OpenAI has released GPT-5-Codex, a version of GPT-5 optimized for complex software engineering tasks such as large-scale code refactoring and extended code review workflows. Purpose-built for the Codex CLI, IDE extension, and cloud environment, the model can operate autonomously for more than seven hours to deliver working solutions without human intervention. It is now the default in Codex’s cloud service and available wherever developers use Codex.
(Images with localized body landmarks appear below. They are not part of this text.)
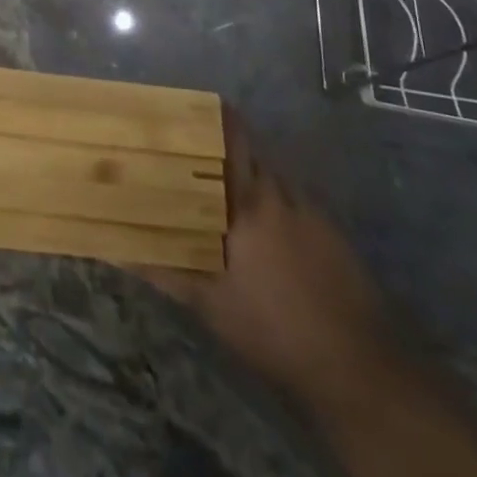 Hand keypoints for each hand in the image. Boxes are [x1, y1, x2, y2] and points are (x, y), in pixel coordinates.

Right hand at [141, 111, 395, 406]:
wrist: (360, 369)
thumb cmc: (274, 330)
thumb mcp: (211, 306)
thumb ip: (164, 271)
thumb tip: (115, 250)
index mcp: (248, 199)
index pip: (229, 134)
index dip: (207, 115)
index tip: (179, 107)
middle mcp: (279, 191)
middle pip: (248, 147)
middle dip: (219, 143)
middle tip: (187, 148)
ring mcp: (310, 209)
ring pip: (269, 172)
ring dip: (244, 171)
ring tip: (214, 182)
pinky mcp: (330, 230)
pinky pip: (289, 197)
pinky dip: (268, 198)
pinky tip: (256, 225) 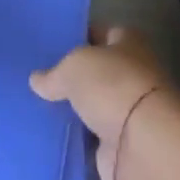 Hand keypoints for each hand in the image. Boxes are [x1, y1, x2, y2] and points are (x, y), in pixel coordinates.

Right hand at [31, 26, 179, 179]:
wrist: (143, 147)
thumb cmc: (112, 87)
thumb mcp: (73, 66)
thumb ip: (54, 72)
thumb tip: (37, 80)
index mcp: (128, 42)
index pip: (99, 32)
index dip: (76, 35)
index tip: (48, 43)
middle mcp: (132, 73)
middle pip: (96, 70)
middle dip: (71, 75)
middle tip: (37, 76)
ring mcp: (127, 111)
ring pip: (92, 103)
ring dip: (73, 108)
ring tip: (36, 104)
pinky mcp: (120, 144)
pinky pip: (90, 135)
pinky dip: (75, 136)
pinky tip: (48, 132) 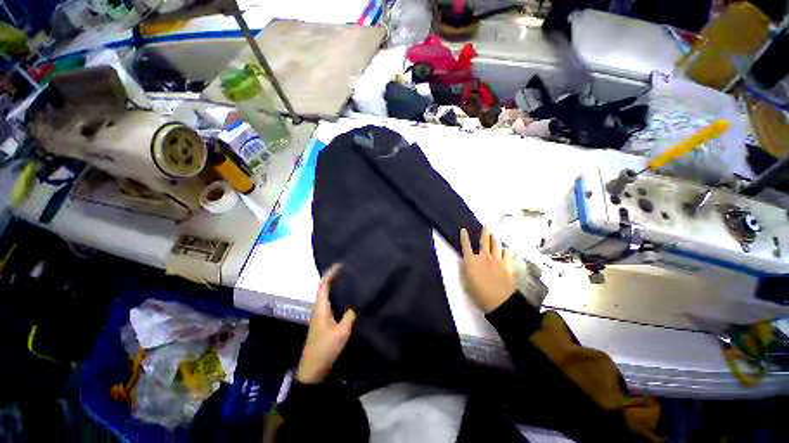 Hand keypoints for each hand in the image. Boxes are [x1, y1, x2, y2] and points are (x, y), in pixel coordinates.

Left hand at [296, 264, 356, 383]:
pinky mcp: (322, 322)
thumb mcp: (341, 332)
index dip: (330, 274)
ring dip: (334, 287)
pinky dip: (335, 296)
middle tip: (347, 271)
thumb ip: (349, 316)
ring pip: (326, 296)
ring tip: (347, 282)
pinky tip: (345, 299)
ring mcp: (319, 316)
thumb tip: (354, 305)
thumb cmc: (325, 349)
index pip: (323, 285)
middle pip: (323, 288)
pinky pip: (329, 303)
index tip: (341, 266)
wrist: (313, 370)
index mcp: (320, 308)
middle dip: (333, 278)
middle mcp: (318, 309)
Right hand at [459, 228, 515, 313]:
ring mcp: (497, 260)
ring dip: (495, 238)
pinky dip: (505, 250)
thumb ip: (465, 270)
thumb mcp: (466, 282)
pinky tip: (504, 250)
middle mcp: (484, 257)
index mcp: (471, 261)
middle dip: (485, 232)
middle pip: (484, 241)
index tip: (463, 230)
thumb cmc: (479, 294)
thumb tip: (464, 261)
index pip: (466, 246)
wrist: (499, 301)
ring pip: (496, 244)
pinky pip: (507, 253)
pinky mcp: (507, 264)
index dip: (464, 237)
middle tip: (486, 226)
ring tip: (495, 234) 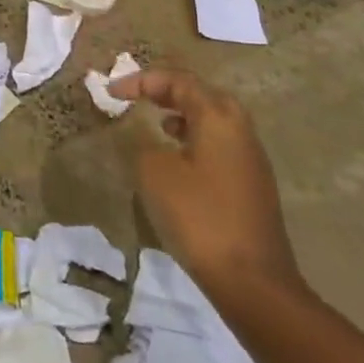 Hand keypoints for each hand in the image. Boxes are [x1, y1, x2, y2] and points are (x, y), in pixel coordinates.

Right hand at [111, 67, 302, 292]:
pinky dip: (194, 140)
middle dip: (167, 92)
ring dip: (182, 116)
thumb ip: (144, 143)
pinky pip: (219, 145)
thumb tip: (147, 138)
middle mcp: (240, 130)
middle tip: (139, 99)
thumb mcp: (154, 172)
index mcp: (218, 117)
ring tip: (155, 126)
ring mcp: (251, 159)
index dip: (141, 80)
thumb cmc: (199, 216)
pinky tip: (176, 162)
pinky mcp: (252, 186)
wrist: (252, 281)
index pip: (178, 81)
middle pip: (202, 95)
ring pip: (213, 121)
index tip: (111, 93)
A key feature of GPT-5-Codex is adaptive reasoning, which adjusts reasoning time based on task complexity. The model supports both interactive pairing with developers for smaller, well-defined tasks and persistent execution on extended refactoring work. OpenAI notes that while responses are faster in chat-style interactions, the model can allocate additional cycles to handle larger, multi-file code changes.
OpenAI employee usage data suggests efficiency gains in how the model allocates computation. For the simplest 10% of requests, GPT-5-Codex used 93.7% fewer tokens than GPT-5. Conversely, for the most complex 10% of requests, the model invested more effort, spending roughly twice as long on reasoning, editing, testing, and iteration.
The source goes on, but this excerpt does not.